Today to make a PHP movie crawler.

Source: Internet
Author: User

Today to make a PHP movie crawler.
Let's take advantage of Simple_html_dom's collection of data instances, which is a PHP library that is easy to get started with.
Simple_html_dom can help us to parse HTML documents with PHP very well. This PHP wrapper class makes it easy to parse HTML documents and manipulate HTML elements (php5+ or more)
: Https://github.com/samacs/simple_html_dom
Let's take a list of http://www.paopaotv.com on the list page http://paopaotv.com/tv-type-id-5-pg-1.html the alphabetical pattern, and crawl the list data on the page, as well as the information inside the content.

1<?PHP2Include_once'simple_html_dom.php';3 //get HTML data into an object4$html = file_get_html ('http://paopaotv.com/tv-type-id-5-pg-1.html');5 //A -Z alphabetical list each piece of data is within the Id=letter-focus Div class= Letter-focus-item's DL tag, which is found using the Find method6$listData = $html->find ("#letter-focus. Letter-focus-item");//$listData an Array object7 foreach($listData as$key =$eachRowData) {8$filmName = $eachRowData->find ("DD Span",0)->plaintext;//Get movie name9$FILMURL = $eachRowData->find ("DD a",0)->href;//get the address of the video on the DD tabTen //get more info on movies One$filmInfo =file_get_html ("http://paopaotv.com". $filmUrl); A$filmDetail = $filmInfo->find (". Info DL"); - foreach($filmDetail as$film) { -$info = $film->find ("DD"); the$row =NULL; - foreach($info as$childInfo) { -$row []= $childInfoplaintext; - } +$cate [$key][]=join (",", $row);//storing information in an array of videos - } +}

This through simple_html_dom, you can paopaotv.com the information in the film and television list, as well as the specific information on the video capture, and then you can continue to crawl the film and television detailed page of the address information, and then the film all the information is stored in the database.
Here are the properties and methods commonly used by Simple_html_dom:

1$html = file_get_html ('http://paopaotv.com/tv-type-id-5-pg-1.html');2$e = $html->find ("Div",0);3 //label4$etag;5 //Foreign Language book6$eoutertext;7 //Inner Text8$einnertext;9 //Plain TextTen$eplaintext; One //child elements A$e->children ([int$index]); - //Parent Element -$eparent (); the //First child element -$efirst_child (); - //Last child element -$elast_child (); + //after a sibling element -$enext_sibling (); + //Previous Sibling element A$eprev_sibling (); at //Label Array -$ret = $html->find ('a'); - //first A-label -$ret = $html->find ('a',0);

Original: http://www.cnblogs.com/blueel/p/3756446.html

Today to make a PHP movie crawler.

Contact Us

The content source of this page is from Internet, which doesn't represent Alibaba Cloud's opinion; products and services mentioned on that page don't have any relationship with Alibaba Cloud. If the content of the page makes you feel confusing, please write us an email, we will handle the problem within 5 days after receiving your email.

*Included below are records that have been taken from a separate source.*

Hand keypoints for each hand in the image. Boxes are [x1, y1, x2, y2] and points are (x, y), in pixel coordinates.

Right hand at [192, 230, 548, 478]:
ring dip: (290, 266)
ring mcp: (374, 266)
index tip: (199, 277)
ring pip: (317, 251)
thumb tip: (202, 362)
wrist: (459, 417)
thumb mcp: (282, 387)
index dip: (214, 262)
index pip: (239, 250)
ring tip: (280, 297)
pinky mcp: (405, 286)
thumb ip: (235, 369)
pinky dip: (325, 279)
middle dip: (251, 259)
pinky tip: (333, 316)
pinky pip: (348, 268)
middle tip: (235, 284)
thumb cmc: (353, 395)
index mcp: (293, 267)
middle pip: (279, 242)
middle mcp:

If you find any instances of plagiarism from the community, please send an email to: info-contact@alibabacloud.com and provide relevant evidence. A staff member will contact you within 5 working days.

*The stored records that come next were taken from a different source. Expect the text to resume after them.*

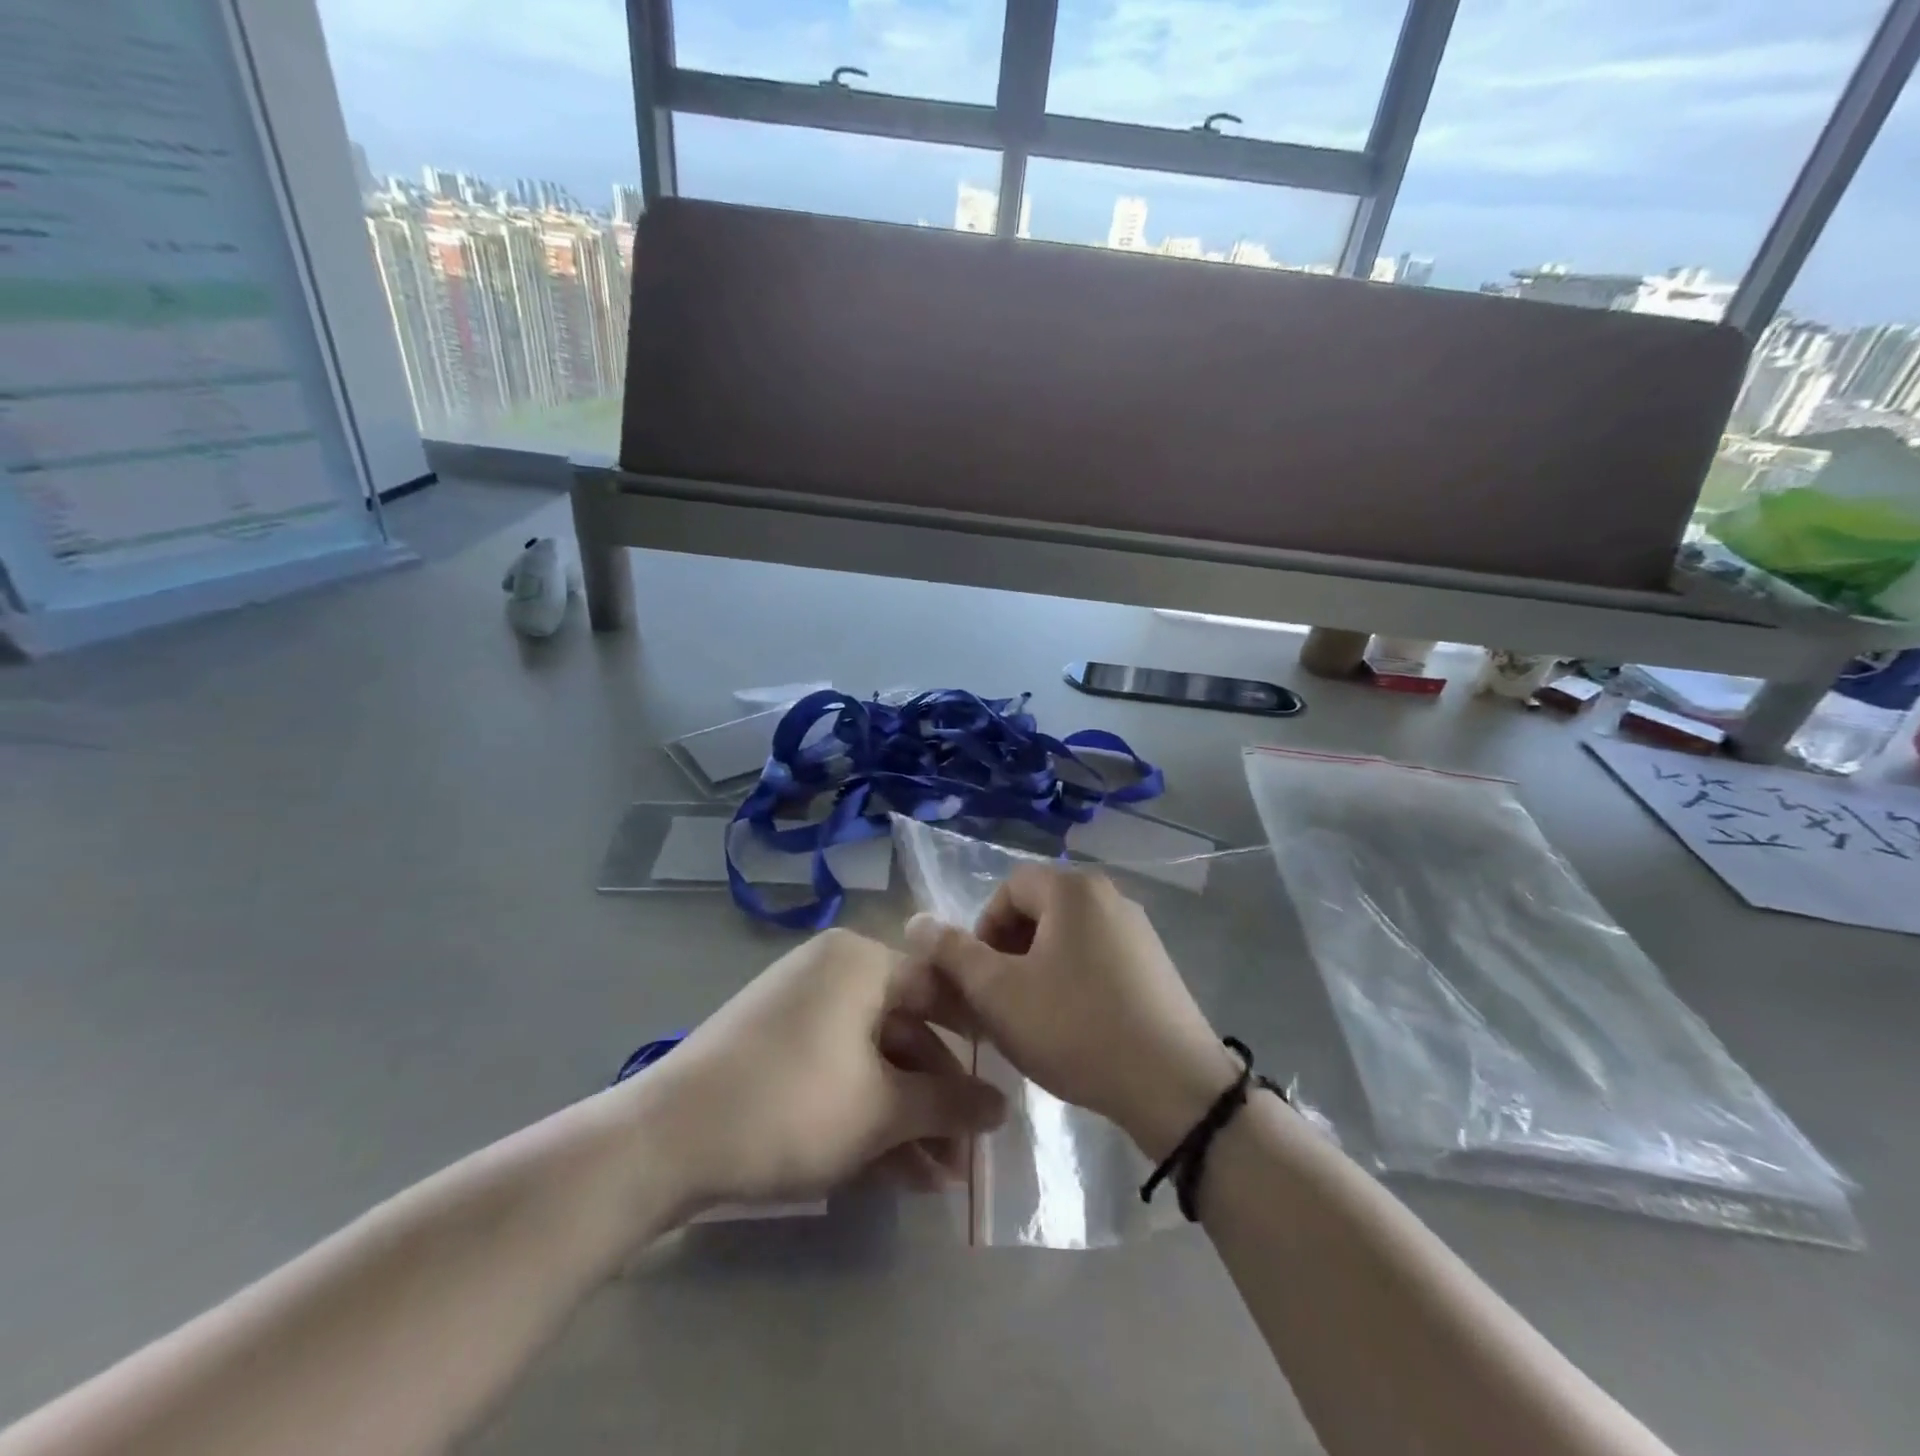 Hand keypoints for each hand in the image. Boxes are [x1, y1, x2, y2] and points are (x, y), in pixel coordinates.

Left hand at [636, 928, 1006, 1214]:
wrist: (664, 1142)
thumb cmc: (791, 1105)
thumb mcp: (881, 1108)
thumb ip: (949, 1104)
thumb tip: (1004, 1108)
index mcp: (860, 961)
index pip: (938, 988)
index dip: (975, 1039)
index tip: (1003, 1084)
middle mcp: (833, 973)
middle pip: (906, 1031)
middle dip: (938, 1099)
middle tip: (970, 1154)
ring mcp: (801, 1011)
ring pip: (873, 1061)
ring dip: (907, 1118)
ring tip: (940, 1181)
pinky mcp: (776, 1050)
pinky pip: (839, 1073)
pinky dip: (867, 1116)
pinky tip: (898, 1173)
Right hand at [905, 865, 1239, 1160]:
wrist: (1173, 1085)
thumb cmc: (1075, 1027)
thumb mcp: (998, 992)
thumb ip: (952, 953)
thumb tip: (916, 920)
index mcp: (1073, 889)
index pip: (1008, 889)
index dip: (982, 930)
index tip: (980, 980)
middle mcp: (1109, 896)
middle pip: (1039, 911)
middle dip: (1009, 953)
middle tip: (1001, 1002)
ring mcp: (1138, 931)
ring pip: (1067, 938)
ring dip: (1039, 971)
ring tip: (1033, 1020)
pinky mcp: (1156, 966)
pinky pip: (1098, 959)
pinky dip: (1074, 982)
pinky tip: (1074, 1028) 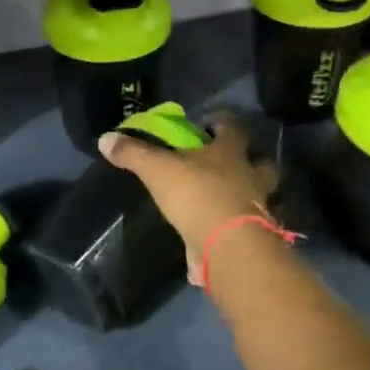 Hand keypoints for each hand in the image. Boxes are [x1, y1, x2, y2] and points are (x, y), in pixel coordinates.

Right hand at [99, 112, 279, 282]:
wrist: (227, 246)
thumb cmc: (196, 195)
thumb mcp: (157, 170)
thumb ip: (134, 153)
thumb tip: (105, 138)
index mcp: (230, 153)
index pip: (233, 127)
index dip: (222, 122)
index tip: (209, 123)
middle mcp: (250, 176)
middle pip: (261, 162)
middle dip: (251, 161)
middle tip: (231, 163)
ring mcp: (257, 208)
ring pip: (263, 196)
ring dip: (250, 195)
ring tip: (230, 199)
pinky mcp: (254, 238)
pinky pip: (250, 229)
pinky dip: (239, 230)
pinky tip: (224, 235)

A Free Trial That Lets You Build Big!

Start building with 50+ products and up to 12 months usage for Elastic Compute Service

  • Sales Support

    1 on 1 presale consultation

  • After-Sales Support

    24/7 Technical Support 6 Free Tickets per Quarter Faster Response

  • Alibaba Cloud offers highly flexible support services tailored to meet your exact needs.